WEGAN

Frequently Asked Questions (FAQs):

Data Processing
Statistics

When should I use Wegan?
What types of input does Wegan accept?
Is the data I uploaded kept confidential?
How are missing values dealt with?
How can outliers be identified and dealt with?
Some images did not show up after I click the corresponding tab (PCA, PLS-DA)?
Can I analyze unlabeled data?
What is generalized logarithm transformation?
How does "Auto/Pareto/Range scaling" work?
When should I use Data editor or Data filter ?

When should I use Wegan?

Wegan (Web-based Ecological Group Analysis) is a free, user-friendly tool for analyzing ecology data. It can help with exploratory data analysis; diversity, ordination, taxonomic comparisons; and generating statistics and figures for use in publications. It is powered by R and useful for those less familiar with R programming.
What types of input does Wegan accept?

Wegan was designed primarily for community abundance data, in the form of tables commonly recognizable with sites or samples in rows and species or taxa in columns. If your data has these in reverse (i.e. the species in rows and sites in columns), indicate so on data upload. The Plotting and Correlation modules can process categorical data along with numeric data in the same table, but all others must be community abundance data. For sample files and format specification, please see "Data Formats" for more details.
Is the data I uploaded kept confidential?
Yes. The data files you upload for analysis as well as any analysis results, are not downloaded or examined in any way by the administrators, unless required for system maintenance and troubleshooting. All files are deleted from the server after no more than 72 hours, and no archives or backups are kept. You are advised to download your results as an zip immediately after performing an analysis.
How are missing values dealt with?

Missing values should be presented either as empty values or NA without quotes. Any other symbol will be treated as string character and will cause errors during data processing. Wegan offers a variety of methods to deal with missing values. Missing values must be dealt with during the data upload phase. This decision was made to streamline the user interface and available analysis methods provided. Be aware that by default, missing values are replaced by half of the minimum positive values detected in the data, which may or may not be appropriate for your analysis goals. Users can also specify other methods, such as replace by mean/median, Probabilistic PCA (PPCA), Bayesian PCA (BPCA) method, or Singular Value Decomposition (SVD) method to impute the missing values (Stacklies W. et al).
How can outliers be identified and dealt with?
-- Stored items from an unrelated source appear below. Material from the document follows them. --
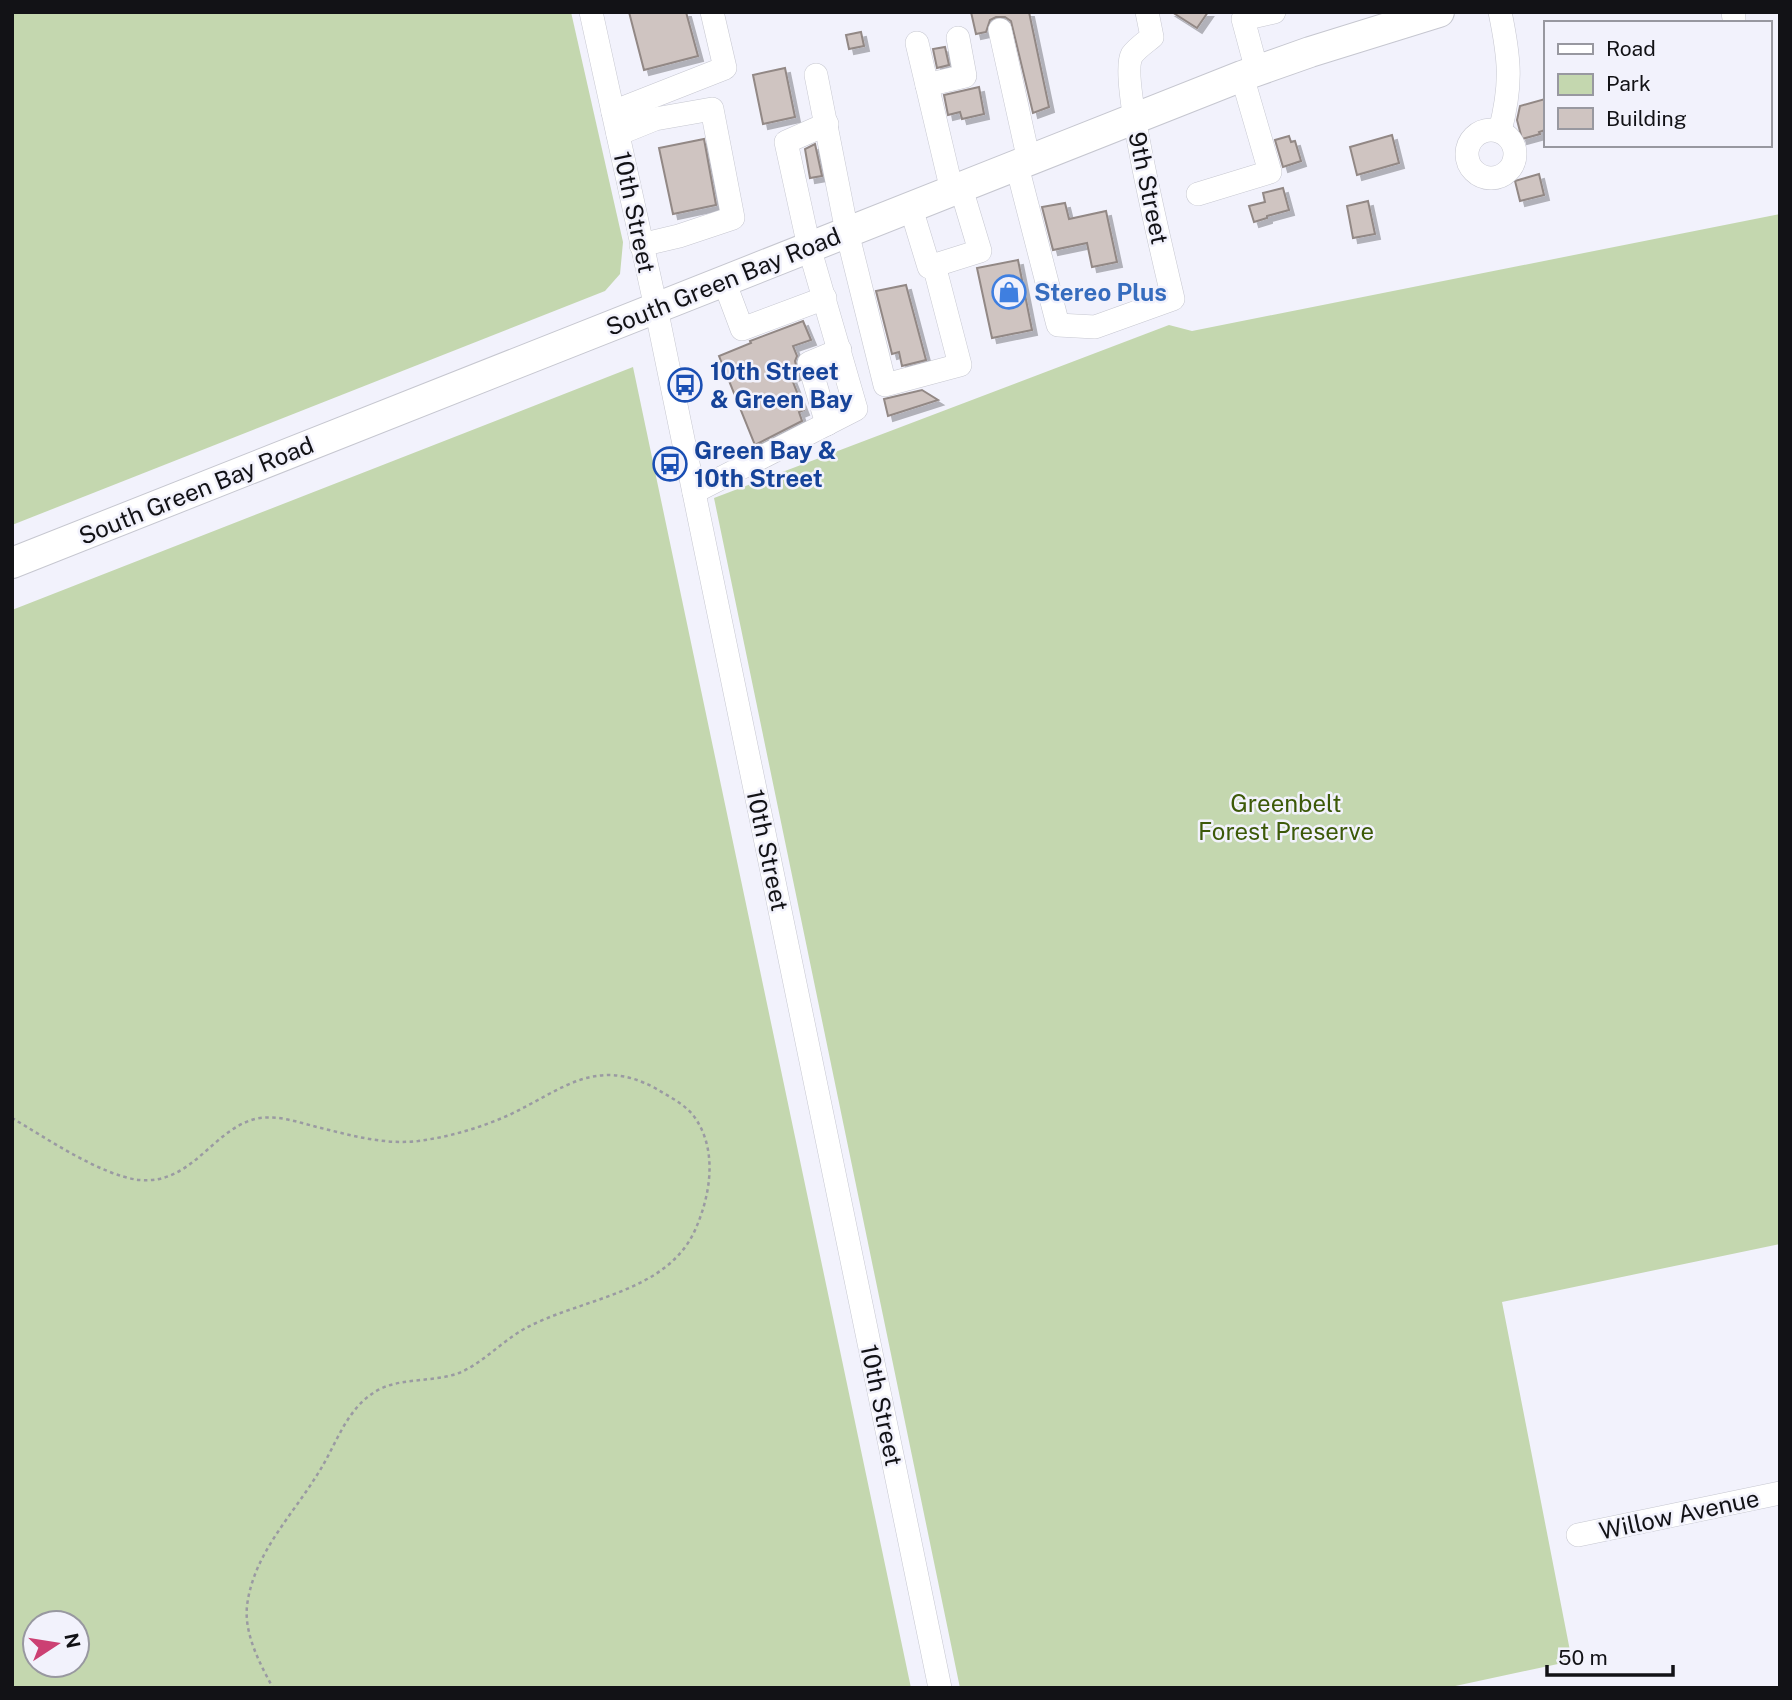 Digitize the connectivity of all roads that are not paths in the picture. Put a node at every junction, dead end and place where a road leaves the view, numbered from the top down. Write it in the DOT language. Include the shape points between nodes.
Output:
graph roads {
  1 [pos="591,12"];
  2 [pos="712,12"];
  3 [pos="1147,12"];
  4 [pos="1273,12"];
  5 [pos="1500,12"];
  6 [pos="1423,14"];
  7 [pos="1000,30"];
  8 [pos="958,38"];
  9 [pos="917,43"];
  10 [pos="1250,73"];
  11 [pos="816,75"];
  12 [pos="927,85"];
  13 [pos="1134,119"];
  14 [pos="616,123"];
  15 [pos="827,124"];
  16 [pos="1500,131"];
  17 [pos="1023,163"];
  18 [pos="957,190"];
  19 [pos="1198,194"];
  20 [pos="911,208"];
  21 [pos="847,232"];
  22 [pos="641,245"];
  23 [pos="809,247"];
  24 [pos="934,265"];
  25 [pos="724,281"];
  26 [pos="825,298"];
  27 [pos="656,308"];
  28 [pos="840,350"];
  29 [pos="827,424"];
  30 [pos="694,492"];
  31 [pos="12,564"];
  32 [pos="1780,1493"];
  33 [pos="1578,1535"];
  34 [pos="940,1688"];
  1 -- 14 [label="street, 10th Street"];
  2 -- 14 [label="street" via="725,68"];
  3 -- 13 [label="street, 9th Street" via="1152,37 1132,56 1129,71"];
  4 -- 10 [label="street" via="1243,19"];
  5 -- 16 [label="street" via="1510,59"];
  6 -- 10 [label="main road, South Green Bay Road"];
  7 -- 17 [label="street"];
  8 -- 12 [label="street" via="965,76"];
  9 -- 12 [label="street"];
  10 -- 13 [label="main road, South Green Bay Road"];
  10 -- 19 [label="street" via="1270,172"];
  11 -- 15 [label="street"];
  12 -- 18 [label="street"];
  13 -- 17 [label="main road, South Green Bay Road"];
  13 -- 17 [label="street, 9th Street" via="1173,299 1095,327 1058,325"];
  14 -- 22 [label="street, 10th Street"];
  14 -- 22 [label="street" via="712,109 733,218"];
  15 -- 21 [label="street"];
  15 -- 23 [label="street" via="786,142"];
  17 -- 18 [label="main road, South Green Bay Road"];
  18 -- 20 [label="main road, South Green Bay Road"];
  18 -- 24 [label="street" via="980,251"];
  20 -- 21 [label="main road, South Green Bay Road"];
  20 -- 24 [label="street" via="929,267"];
  21 -- 23 [label="main road, South Green Bay Road"];
  21 -- 24 [label="street" via="885,385 960,365"];
  22 -- 27 [label="street, 10th Street"];
  23 -- 25 [label="main road, South Green Bay Road"];
  23 -- 26 [label="street"];
  25 -- 26 [label="street" via="742,329"];
  25 -- 27 [label="main road, South Green Bay Road"];
  26 -- 28 [label="street"];
  27 -- 30 [label="street, 10th Street"];
  27 -- 31 [label="main road, South Green Bay Road"];
  28 -- 29 [label="street" via="856,409"];
  28 -- 29 [label="street" via="809,363"];
  29 -- 30 [label="street"];
  30 -- 34 [label="street, 10th Street"];
  32 -- 33 [label="street, Willow Avenue"];
}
Potential outliers can be identified from PCA or PLS-DA plots. The scores plot can be used to identify sample outliers, while the loadings plot can be used to identify feature outliers. The potential outlier will distinguish itself as the one located far away from the major clusters formed by the remaining.

To deal with outliers, verify correct sample measurements. If those values cannot be corrected, they should be removed from analysis. Wegan provides DataEditor to enable easy removal of sample/feature outliers. Please note, you may need to re-normalize the data after outlier removal.
Some images did not show up after I click the corresponding tab?

This implies Wegan failed to execute the command using the given parameters. Users should try to adjust parameter values. We found in most cases, the problem is associated with sample size. In particular, if the sample size is very small (below 10), some unpredictable error may happen. For instance, by default PCA and PLSDA will try to generate summary/classification/permutation plot for the top 5 components, if the sample size is too small, it will fail to do so.
Can I analyze unlabeled data?

There are several unsupervised methods (PCA, hierarchical clustering, SOM, K-means) that can be used to detect inherent patterns in unlabeled data. However you need to trick Wegan to accept the data by providing dummy two-group labels . In this case, results from feature selection or supervised classification methods will be meaningless.
What is generalized logarithm transformation (glog)?

Generalized logarithm (glog) is a simple variation of ordinary log in order to deal with zero or negative values in the data set. It has many desirable features (for details, see Durbin BP. et al Its formula is shown below:
where a is a constant with a default value of 1.
How does "Auto/Pareto/Range scaling" work?

Please see the following summary table by van den Berg et al . Here S_i is standard deviation.
When should I use Data editor or Data filter ?

The purposes of data editor and data filter are to help improve the quality of data for better separation, prediction or interpretation. In particular, user can use data editor to remove outlier(s) which can be visually identified from PCA or PLS-DA scores plots); user can use data filter to remove noisy or uninformative features (i.e. baseline noises, near-constant-features). These features tend to dilute the signal and decrease the performance of most the statistical procedures. Be removing outliers and low-quality features, the resulting data will be more consistent and reliable.

What are the different marks in the boxplot based on?
What's the difference between "fold change" and "paired fold change" analyses?
What's the difference between VIP and coefficient - based feature selection (PLS-DA) ?
How to interpret the permutation results (PLS-DA) ?
Why the ranks of important features identified by different methods are different?
Where can I get more information about random forest?
How does recursive SVM (RSVM) work?
Can I use the selected features for classification?

What are the different marks in the boxplot based on?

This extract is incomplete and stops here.